• Work to be completed: The data below must be copied in full and without any change.

• Material for the task:
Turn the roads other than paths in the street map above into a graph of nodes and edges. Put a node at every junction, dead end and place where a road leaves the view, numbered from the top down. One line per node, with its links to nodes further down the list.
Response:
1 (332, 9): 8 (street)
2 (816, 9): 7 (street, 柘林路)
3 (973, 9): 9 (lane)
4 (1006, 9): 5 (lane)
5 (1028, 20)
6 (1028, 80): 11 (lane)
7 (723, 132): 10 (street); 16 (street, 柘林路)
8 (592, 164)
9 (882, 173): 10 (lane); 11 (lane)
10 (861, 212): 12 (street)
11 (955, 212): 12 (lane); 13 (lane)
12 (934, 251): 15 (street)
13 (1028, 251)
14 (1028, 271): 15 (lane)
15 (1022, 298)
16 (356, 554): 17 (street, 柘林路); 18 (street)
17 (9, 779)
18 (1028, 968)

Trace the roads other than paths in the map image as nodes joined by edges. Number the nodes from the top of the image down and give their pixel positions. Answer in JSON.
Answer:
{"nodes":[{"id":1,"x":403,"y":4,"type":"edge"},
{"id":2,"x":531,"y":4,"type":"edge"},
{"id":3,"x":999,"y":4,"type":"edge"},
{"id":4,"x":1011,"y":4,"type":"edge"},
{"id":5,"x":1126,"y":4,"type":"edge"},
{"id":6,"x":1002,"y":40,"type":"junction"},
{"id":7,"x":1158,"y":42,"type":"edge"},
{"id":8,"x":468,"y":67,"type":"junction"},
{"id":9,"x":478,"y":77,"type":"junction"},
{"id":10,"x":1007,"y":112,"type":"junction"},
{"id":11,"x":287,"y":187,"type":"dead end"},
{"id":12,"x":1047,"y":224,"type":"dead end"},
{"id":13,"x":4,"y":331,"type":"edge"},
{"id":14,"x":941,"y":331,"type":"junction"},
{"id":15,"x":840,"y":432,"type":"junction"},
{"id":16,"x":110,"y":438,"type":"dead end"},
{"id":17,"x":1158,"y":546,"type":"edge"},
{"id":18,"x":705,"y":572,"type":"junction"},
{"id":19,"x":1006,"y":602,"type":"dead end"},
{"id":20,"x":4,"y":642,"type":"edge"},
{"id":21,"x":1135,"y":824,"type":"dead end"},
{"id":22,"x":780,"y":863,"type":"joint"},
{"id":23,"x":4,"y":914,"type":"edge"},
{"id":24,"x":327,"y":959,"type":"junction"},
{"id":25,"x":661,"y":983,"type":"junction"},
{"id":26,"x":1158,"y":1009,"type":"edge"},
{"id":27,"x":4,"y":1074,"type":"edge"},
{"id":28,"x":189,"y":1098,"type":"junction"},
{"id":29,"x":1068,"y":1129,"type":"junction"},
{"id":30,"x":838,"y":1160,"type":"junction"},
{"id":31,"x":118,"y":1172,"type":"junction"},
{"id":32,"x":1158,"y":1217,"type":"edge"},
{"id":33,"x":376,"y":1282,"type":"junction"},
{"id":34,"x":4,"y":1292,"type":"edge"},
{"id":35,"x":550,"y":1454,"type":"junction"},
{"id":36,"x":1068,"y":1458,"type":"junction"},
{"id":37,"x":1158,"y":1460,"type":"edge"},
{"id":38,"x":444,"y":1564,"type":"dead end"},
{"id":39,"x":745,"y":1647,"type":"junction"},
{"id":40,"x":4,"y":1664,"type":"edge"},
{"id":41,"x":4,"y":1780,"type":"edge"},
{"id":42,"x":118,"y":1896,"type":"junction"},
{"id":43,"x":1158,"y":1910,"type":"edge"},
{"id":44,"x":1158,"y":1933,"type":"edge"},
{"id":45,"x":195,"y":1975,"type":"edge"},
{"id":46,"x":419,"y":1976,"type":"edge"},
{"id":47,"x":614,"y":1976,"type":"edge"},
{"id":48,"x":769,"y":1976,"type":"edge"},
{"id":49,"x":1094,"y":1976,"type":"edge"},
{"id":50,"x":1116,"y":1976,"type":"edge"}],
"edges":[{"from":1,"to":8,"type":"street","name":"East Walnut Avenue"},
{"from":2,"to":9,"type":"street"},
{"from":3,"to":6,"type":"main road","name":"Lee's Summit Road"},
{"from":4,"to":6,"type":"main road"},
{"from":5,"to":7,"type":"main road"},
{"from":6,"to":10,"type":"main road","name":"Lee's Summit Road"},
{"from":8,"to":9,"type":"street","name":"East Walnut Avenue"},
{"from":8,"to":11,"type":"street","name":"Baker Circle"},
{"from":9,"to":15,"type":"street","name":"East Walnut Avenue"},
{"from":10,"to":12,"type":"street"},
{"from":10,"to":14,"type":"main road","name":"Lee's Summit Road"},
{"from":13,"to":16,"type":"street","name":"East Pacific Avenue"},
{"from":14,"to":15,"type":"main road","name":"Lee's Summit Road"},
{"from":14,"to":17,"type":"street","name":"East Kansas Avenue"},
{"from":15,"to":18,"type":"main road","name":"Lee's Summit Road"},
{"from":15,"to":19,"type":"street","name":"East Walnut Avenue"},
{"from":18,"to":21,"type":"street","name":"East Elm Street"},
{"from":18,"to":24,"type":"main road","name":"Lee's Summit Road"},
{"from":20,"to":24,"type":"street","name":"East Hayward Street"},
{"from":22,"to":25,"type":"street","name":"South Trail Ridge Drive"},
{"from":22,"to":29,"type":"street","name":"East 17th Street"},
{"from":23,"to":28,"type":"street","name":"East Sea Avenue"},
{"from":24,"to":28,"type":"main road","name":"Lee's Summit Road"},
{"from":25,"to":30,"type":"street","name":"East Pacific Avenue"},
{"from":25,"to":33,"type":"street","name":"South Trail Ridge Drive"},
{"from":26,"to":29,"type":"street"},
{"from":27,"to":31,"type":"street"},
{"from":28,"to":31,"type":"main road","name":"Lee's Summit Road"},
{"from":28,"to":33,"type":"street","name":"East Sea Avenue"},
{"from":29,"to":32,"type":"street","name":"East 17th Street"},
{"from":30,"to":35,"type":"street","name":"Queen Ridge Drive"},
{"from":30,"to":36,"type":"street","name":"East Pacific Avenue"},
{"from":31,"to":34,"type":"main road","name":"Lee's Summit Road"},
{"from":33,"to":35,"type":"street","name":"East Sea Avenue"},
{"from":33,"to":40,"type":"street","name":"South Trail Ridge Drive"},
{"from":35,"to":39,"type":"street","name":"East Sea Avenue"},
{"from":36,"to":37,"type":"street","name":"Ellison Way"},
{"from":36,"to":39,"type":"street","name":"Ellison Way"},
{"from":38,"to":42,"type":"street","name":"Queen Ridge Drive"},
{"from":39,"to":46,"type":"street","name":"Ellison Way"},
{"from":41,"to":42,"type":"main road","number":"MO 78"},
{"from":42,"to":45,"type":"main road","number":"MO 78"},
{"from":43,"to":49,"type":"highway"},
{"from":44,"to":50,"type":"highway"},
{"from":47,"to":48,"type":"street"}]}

• Output below:
Turn the roads other than paths in the street map above into a graph of nodes and edges. Put a node at every junction, dead end and place where a road leaves the view, numbered from the top down. One line per node, with its links to nodes further down the list.
Response:
1 (332, 9): 8 (street)
2 (816, 9): 7 (street, 柘林路)
3 (973, 9): 9 (lane)
4 (1006, 9): 5 (lane)
5 (1028, 20)
6 (1028, 80): 11 (lane)
7 (723, 132): 10 (street); 16 (street, 柘林路)
8 (592, 164)
9 (882, 173): 10 (lane); 11 (lane)
10 (861, 212): 12 (street)
11 (955, 212): 12 (lane); 13 (lane)
12 (934, 251): 15 (street)
13 (1028, 251)
14 (1028, 271): 15 (lane)
15 (1022, 298)
16 (356, 554): 17 (street, 柘林路); 18 (street)
17 (9, 779)
18 (1028, 968)

Trace the roads other than paths in the map image as nodes joined by edges. Number the nodes from the top of the image down and give their pixel positions. Answer in JSON.
Answer:
{"nodes":[{"id":1,"x":403,"y":4,"type":"edge"},
{"id":2,"x":531,"y":4,"type":"edge"},
{"id":3,"x":999,"y":4,"type":"edge"},
{"id":4,"x":1011,"y":4,"type":"edge"},
{"id":5,"x":1126,"y":4,"type":"edge"},
{"id":6,"x":1002,"y":40,"type":"junction"},
{"id":7,"x":1158,"y":42,"type":"edge"},
{"id":8,"x":468,"y":67,"type":"junction"},
{"id":9,"x":478,"y":77,"type":"junction"},
{"id":10,"x":1007,"y":112,"type":"junction"},
{"id":11,"x":287,"y":187,"type":"dead end"},
{"id":12,"x":1047,"y":224,"type":"dead end"},
{"id":13,"x":4,"y":331,"type":"edge"},
{"id":14,"x":941,"y":331,"type":"junction"},
{"id":15,"x":840,"y":432,"type":"junction"},
{"id":16,"x":110,"y":438,"type":"dead end"},
{"id":17,"x":1158,"y":546,"type":"edge"},
{"id":18,"x":705,"y":572,"type":"junction"},
{"id":19,"x":1006,"y":602,"type":"dead end"},
{"id":20,"x":4,"y":642,"type":"edge"},
{"id":21,"x":1135,"y":824,"type":"dead end"},
{"id":22,"x":780,"y":863,"type":"joint"},
{"id":23,"x":4,"y":914,"type":"edge"},
{"id":24,"x":327,"y":959,"type":"junction"},
{"id":25,"x":661,"y":983,"type":"junction"},
{"id":26,"x":1158,"y":1009,"type":"edge"},
{"id":27,"x":4,"y":1074,"type":"edge"},
{"id":28,"x":189,"y":1098,"type":"junction"},
{"id":29,"x":1068,"y":1129,"type":"junction"},
{"id":30,"x":838,"y":1160,"type":"junction"},
{"id":31,"x":118,"y":1172,"type":"junction"},
{"id":32,"x":1158,"y":1217,"type":"edge"},
{"id":33,"x":376,"y":1282,"type":"junction"},
{"id":34,"x":4,"y":1292,"type":"edge"},
{"id":35,"x":550,"y":1454,"type":"junction"},
{"id":36,"x":1068,"y":1458,"type":"junction"},
{"id":37,"x":1158,"y":1460,"type":"edge"},
{"id":38,"x":444,"y":1564,"type":"dead end"},
{"id":39,"x":745,"y":1647,"type":"junction"},
{"id":40,"x":4,"y":1664,"type":"edge"},
{"id":41,"x":4,"y":1780,"type":"edge"},
{"id":42,"x":118,"y":1896,"type":"junction"},
{"id":43,"x":1158,"y":1910,"type":"edge"},
{"id":44,"x":1158,"y":1933,"type":"edge"},
{"id":45,"x":195,"y":1975,"type":"edge"},
{"id":46,"x":419,"y":1976,"type":"edge"},
{"id":47,"x":614,"y":1976,"type":"edge"},
{"id":48,"x":769,"y":1976,"type":"edge"},
{"id":49,"x":1094,"y":1976,"type":"edge"},
{"id":50,"x":1116,"y":1976,"type":"edge"}],
"edges":[{"from":1,"to":8,"type":"street","name":"East Walnut Avenue"},
{"from":2,"to":9,"type":"street"},
{"from":3,"to":6,"type":"main road","name":"Lee's Summit Road"},
{"from":4,"to":6,"type":"main road"},
{"from":5,"to":7,"type":"main road"},
{"from":6,"to":10,"type":"main road","name":"Lee's Summit Road"},
{"from":8,"to":9,"type":"street","name":"East Walnut Avenue"},
{"from":8,"to":11,"type":"street","name":"Baker Circle"},
{"from":9,"to":15,"type":"street","name":"East Walnut Avenue"},
{"from":10,"to":12,"type":"street"},
{"from":10,"to":14,"type":"main road","name":"Lee's Summit Road"},
{"from":13,"to":16,"type":"street","name":"East Pacific Avenue"},
{"from":14,"to":15,"type":"main road","name":"Lee's Summit Road"},
{"from":14,"to":17,"type":"street","name":"East Kansas Avenue"},
{"from":15,"to":18,"type":"main road","name":"Lee's Summit Road"},
{"from":15,"to":19,"type":"street","name":"East Walnut Avenue"},
{"from":18,"to":21,"type":"street","name":"East Elm Street"},
{"from":18,"to":24,"type":"main road","name":"Lee's Summit Road"},
{"from":20,"to":24,"type":"street","name":"East Hayward Street"},
{"from":22,"to":25,"type":"street","name":"South Trail Ridge Drive"},
{"from":22,"to":29,"type":"street","name":"East 17th Street"},
{"from":23,"to":28,"type":"street","name":"East Sea Avenue"},
{"from":24,"to":28,"type":"main road","name":"Lee's Summit Road"},
{"from":25,"to":30,"type":"street","name":"East Pacific Avenue"},
{"from":25,"to":33,"type":"street","name":"South Trail Ridge Drive"},
{"from":26,"to":29,"type":"street"},
{"from":27,"to":31,"type":"street"},
{"from":28,"to":31,"type":"main road","name":"Lee's Summit Road"},
{"from":28,"to":33,"type":"street","name":"East Sea Avenue"},
{"from":29,"to":32,"type":"street","name":"East 17th Street"},
{"from":30,"to":35,"type":"street","name":"Queen Ridge Drive"},
{"from":30,"to":36,"type":"street","name":"East Pacific Avenue"},
{"from":31,"to":34,"type":"main road","name":"Lee's Summit Road"},
{"from":33,"to":35,"type":"street","name":"East Sea Avenue"},
{"from":33,"to":40,"type":"street","name":"South Trail Ridge Drive"},
{"from":35,"to":39,"type":"street","name":"East Sea Avenue"},
{"from":36,"to":37,"type":"street","name":"Ellison Way"},
{"from":36,"to":39,"type":"street","name":"Ellison Way"},
{"from":38,"to":42,"type":"street","name":"Queen Ridge Drive"},
{"from":39,"to":46,"type":"street","name":"Ellison Way"},
{"from":41,"to":42,"type":"main road","number":"MO 78"},
{"from":42,"to":45,"type":"main road","number":"MO 78"},
{"from":43,"to":49,"type":"highway"},
{"from":44,"to":50,"type":"highway"},
{"from":47,"to":48,"type":"street"}]}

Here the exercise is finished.